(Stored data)
***

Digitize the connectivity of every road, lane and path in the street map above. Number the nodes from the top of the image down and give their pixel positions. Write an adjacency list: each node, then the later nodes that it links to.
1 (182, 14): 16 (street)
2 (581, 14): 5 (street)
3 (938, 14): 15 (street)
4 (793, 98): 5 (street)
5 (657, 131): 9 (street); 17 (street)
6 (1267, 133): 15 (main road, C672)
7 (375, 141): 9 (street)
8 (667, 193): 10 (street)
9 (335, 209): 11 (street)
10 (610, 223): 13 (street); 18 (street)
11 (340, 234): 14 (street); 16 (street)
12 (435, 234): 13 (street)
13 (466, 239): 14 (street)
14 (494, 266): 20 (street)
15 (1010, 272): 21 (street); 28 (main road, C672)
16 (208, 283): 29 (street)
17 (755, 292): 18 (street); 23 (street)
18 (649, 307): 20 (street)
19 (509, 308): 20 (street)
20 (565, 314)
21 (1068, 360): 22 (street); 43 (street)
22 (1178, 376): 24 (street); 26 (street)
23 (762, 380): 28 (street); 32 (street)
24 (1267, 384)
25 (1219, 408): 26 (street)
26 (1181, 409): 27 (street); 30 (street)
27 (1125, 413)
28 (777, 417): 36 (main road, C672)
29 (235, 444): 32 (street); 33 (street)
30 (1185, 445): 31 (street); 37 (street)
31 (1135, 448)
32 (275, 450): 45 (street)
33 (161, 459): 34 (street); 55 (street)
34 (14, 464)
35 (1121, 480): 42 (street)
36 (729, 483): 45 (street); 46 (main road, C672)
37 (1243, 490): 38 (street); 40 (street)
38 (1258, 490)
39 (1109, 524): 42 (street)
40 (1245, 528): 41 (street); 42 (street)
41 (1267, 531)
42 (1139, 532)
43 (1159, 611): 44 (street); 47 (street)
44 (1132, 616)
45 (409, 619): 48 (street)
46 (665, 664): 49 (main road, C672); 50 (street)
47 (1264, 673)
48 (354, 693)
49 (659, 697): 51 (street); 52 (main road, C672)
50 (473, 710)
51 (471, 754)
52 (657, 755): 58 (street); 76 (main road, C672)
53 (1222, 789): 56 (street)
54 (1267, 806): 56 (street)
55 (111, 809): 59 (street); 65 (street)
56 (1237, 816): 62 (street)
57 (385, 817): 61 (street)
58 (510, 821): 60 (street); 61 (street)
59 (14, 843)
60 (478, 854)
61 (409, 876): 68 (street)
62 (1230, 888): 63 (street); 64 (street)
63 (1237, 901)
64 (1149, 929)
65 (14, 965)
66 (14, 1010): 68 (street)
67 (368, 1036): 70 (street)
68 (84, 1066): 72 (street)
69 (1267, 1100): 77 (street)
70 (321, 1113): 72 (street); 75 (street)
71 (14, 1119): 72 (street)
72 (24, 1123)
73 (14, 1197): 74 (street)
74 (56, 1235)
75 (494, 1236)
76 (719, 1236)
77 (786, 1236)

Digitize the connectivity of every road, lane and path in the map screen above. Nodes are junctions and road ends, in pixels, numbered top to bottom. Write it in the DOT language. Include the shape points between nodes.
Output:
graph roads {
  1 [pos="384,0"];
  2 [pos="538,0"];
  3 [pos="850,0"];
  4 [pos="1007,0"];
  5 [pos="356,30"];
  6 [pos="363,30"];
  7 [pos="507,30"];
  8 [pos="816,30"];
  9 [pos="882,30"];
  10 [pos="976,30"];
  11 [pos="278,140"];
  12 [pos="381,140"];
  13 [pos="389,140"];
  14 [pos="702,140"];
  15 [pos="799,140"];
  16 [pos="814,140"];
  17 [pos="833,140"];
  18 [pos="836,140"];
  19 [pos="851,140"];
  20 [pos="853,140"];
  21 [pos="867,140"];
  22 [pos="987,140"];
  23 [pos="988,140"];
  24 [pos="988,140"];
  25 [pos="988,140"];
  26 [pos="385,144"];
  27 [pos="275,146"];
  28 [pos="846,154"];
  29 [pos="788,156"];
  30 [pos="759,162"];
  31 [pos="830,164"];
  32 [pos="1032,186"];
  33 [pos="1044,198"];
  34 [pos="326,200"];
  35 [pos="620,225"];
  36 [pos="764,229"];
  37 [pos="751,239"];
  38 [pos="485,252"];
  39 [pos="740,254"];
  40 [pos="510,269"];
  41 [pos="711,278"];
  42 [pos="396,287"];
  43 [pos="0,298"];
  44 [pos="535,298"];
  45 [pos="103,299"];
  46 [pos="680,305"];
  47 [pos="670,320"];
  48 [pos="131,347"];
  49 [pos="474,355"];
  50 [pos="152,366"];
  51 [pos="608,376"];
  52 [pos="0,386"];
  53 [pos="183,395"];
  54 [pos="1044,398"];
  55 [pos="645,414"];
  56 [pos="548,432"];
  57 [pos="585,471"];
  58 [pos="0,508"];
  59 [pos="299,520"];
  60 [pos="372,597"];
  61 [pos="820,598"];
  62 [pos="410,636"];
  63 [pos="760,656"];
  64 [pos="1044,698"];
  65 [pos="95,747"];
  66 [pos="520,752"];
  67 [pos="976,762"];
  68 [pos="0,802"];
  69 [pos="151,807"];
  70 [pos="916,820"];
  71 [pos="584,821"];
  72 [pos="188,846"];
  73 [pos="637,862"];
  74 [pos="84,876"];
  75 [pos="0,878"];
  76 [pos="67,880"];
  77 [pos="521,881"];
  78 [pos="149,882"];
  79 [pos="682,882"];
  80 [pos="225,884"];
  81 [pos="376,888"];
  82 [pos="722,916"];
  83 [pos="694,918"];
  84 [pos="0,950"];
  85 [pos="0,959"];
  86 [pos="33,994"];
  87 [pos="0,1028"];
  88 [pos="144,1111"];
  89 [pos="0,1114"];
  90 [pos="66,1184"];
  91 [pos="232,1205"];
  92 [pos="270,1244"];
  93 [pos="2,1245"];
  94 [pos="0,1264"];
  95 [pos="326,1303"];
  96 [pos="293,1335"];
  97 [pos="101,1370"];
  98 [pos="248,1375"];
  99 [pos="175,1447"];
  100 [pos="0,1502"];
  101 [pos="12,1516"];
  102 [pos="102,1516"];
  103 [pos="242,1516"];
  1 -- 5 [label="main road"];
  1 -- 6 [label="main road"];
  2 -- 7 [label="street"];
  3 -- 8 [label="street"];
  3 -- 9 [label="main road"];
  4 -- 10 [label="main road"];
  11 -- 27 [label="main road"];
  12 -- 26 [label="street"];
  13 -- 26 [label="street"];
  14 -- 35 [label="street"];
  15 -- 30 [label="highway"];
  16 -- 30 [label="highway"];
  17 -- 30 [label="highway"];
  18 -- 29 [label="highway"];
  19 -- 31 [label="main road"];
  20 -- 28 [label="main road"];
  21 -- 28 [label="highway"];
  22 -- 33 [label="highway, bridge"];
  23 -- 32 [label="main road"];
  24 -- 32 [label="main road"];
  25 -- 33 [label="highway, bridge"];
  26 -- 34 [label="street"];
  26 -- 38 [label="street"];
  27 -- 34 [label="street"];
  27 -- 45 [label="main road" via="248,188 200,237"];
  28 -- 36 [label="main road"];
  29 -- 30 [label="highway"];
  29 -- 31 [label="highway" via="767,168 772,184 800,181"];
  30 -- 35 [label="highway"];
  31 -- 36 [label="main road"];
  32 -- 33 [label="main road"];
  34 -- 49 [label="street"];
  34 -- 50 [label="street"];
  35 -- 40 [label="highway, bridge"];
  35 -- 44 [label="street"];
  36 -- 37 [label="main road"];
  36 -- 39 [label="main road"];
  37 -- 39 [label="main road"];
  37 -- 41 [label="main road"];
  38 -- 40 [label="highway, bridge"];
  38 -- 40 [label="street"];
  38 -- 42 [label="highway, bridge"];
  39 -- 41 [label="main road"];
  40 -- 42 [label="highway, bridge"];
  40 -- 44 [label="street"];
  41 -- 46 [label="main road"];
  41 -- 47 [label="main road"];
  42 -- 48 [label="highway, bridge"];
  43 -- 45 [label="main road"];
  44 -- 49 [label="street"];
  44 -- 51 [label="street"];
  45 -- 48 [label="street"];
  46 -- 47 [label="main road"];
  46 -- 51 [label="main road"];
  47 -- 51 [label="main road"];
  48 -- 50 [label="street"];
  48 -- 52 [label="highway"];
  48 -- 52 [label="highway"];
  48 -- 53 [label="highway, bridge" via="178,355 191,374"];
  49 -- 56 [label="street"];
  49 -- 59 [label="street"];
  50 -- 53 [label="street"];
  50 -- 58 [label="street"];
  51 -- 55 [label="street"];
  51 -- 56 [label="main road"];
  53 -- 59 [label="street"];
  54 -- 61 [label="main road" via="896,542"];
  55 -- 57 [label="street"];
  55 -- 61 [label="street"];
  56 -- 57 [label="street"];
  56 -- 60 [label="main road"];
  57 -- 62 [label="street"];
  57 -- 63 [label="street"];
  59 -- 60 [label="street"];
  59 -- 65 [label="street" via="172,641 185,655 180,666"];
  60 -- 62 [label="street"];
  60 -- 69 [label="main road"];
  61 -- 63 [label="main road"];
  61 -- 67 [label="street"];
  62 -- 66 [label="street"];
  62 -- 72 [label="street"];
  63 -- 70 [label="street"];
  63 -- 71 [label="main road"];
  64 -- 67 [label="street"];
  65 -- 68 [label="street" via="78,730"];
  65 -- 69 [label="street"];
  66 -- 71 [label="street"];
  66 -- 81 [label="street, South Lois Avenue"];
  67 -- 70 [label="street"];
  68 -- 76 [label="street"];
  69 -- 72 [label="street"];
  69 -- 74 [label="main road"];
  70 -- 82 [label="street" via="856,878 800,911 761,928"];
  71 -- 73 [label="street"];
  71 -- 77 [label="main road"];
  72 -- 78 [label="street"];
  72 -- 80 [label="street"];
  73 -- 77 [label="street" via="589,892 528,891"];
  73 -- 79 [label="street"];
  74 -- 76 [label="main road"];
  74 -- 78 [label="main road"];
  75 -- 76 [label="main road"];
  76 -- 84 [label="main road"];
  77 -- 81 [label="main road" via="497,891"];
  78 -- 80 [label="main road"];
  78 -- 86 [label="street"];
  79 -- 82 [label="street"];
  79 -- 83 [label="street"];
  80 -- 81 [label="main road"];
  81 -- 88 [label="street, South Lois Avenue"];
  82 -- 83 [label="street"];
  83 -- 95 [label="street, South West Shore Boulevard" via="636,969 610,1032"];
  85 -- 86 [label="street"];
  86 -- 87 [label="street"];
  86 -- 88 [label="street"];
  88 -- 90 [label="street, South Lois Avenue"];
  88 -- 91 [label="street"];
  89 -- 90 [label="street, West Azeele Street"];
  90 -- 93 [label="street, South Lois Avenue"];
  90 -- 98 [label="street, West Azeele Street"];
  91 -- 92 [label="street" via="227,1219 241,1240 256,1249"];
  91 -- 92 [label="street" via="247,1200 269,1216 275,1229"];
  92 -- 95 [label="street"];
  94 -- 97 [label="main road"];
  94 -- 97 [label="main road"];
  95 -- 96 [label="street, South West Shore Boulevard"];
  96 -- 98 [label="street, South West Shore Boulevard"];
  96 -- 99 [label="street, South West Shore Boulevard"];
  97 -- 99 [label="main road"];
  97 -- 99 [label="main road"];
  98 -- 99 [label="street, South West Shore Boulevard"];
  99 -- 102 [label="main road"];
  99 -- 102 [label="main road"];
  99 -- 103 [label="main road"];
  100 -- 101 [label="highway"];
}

***

**YOUR TASK:** The lines to return are those in the entries above that hold "Azeele".

**YOUR RESPONSE:**
  89 -- 90 [label="street, West Azeele Street"];
  90 -- 98 [label="street, West Azeele Street"];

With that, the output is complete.